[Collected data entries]

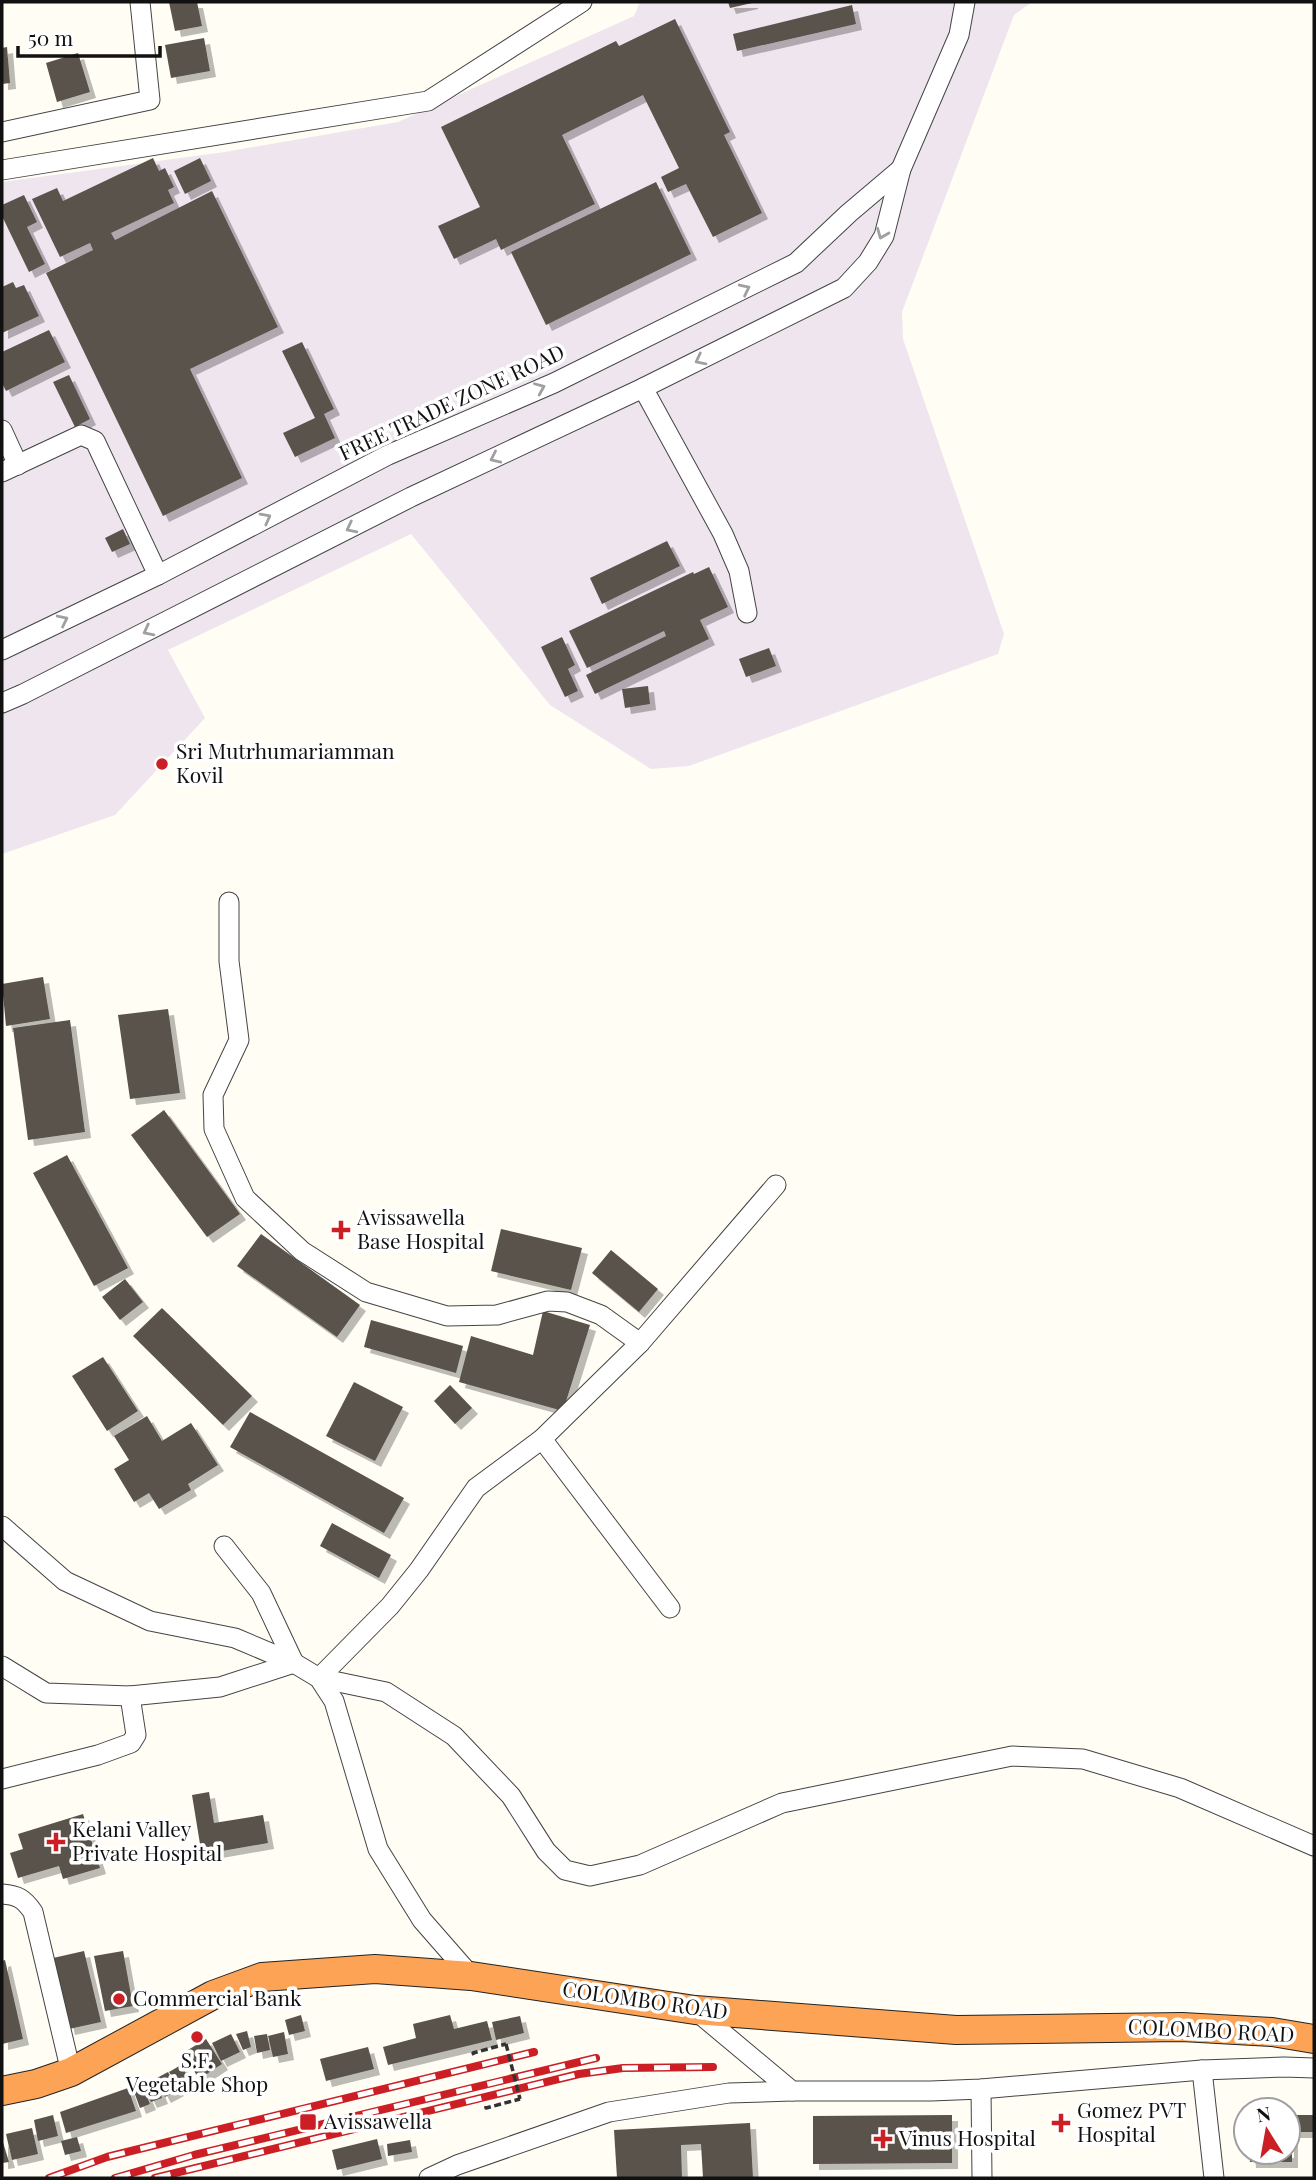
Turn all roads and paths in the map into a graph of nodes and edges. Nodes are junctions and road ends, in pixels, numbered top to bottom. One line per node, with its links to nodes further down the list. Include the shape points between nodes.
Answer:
1 (140, 2): 4 (street, via 150,100)
2 (582, 2): 6 (street, via 428,101)
3 (965, 2): 5 (street, FREE TRADE ZONE ROAD, via 959,35)
4 (2, 132)
5 (901, 169): 7 (street, FREE TRADE ZONE ROAD, one-way to 7, via 884,236 844,288); 10 (street, FREE TRADE ZONE ROAD, one-way to 5, via 388,455 554,383 796,263)
6 (2, 170)
7 (643, 388): 11 (street, via 723,534 739,571); 13 (street, FREE TRADE ZONE ROAD, one-way to 13, via 411,497)
8 (2, 430): 9 (street)
9 (10, 469): 10 (street, via 81,435 95,441)
10 (158, 575): 12 (street, FREE TRADE ZONE ROAD, one-way to 10)
11 (747, 613)
12 (2, 650)
13 (2, 703)
14 (229, 902): 16 (street, via 229,961 239,1040 213,1095 214,1129 245,1198 302,1251 366,1292 447,1315 497,1315 548,1301 567,1301 601,1315)
15 (776, 1185): 16 (street)
16 (640, 1343): 17 (street)
17 (542, 1439): 20 (street); 23 (street, via 476,1488 390,1606)
18 (2, 1526): 21 (street, via 65,1581 150,1620 235,1637)
19 (224, 1546): 21 (street, via 261,1593)
20 (670, 1608)
21 (294, 1663): 23 (street); 24 (street, via 220,1687)
22 (2, 1666): 24 (street, via 46,1693)
23 (319, 1678): 26 (street, via 386,1692 454,1736 510,1796 565,1870 590,1876 640,1865 782,1802 1012,1756 1083,1759 1107,1766 1180,1788); 28 (street, via 334,1701 378,1849 422,1920)
24 (130, 1696): 25 (street, via 136,1735 131,1743)
25 (2, 1779)
26 (1314, 1846)
27 (2, 1895): 34 (street, via 17,1895 33,1912)
28 (471, 1976): 29 (highway, COLOMBO ROAD); 34 (highway, COLOMBO ROAD, via 375,1969 262,1978 213,1995)
29 (695, 2010): 30 (highway, COLOMBO ROAD, via 956,2030 1182,2027 1244,2029); 37 (street)
30 (1314, 2039)
31 (474, 2055): 38 (path, bridge, via 506,2044 520,2099)
32 (1314, 2068): 33 (street)
33 (1202, 2070): 35 (street); 41 (street)
34 (71, 2072): 36 (highway, COLOMBO ROAD)
35 (981, 2089): 37 (street); 40 (street)
36 (2, 2091)
37 (792, 2091): 39 (street, via 729,2093 609,2112)
38 (486, 2106)
39 (429, 2178)
40 (982, 2178)
41 (1214, 2178)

• [What is required]: Look through the entries above, find each line containing "highway", and copy it.

• [Result of the exercise]:
28 (471, 1976): 29 (highway, COLOMBO ROAD); 34 (highway, COLOMBO ROAD, via 375,1969 262,1978 213,1995)
29 (695, 2010): 30 (highway, COLOMBO ROAD, via 956,2030 1182,2027 1244,2029); 37 (street)
34 (71, 2072): 36 (highway, COLOMBO ROAD)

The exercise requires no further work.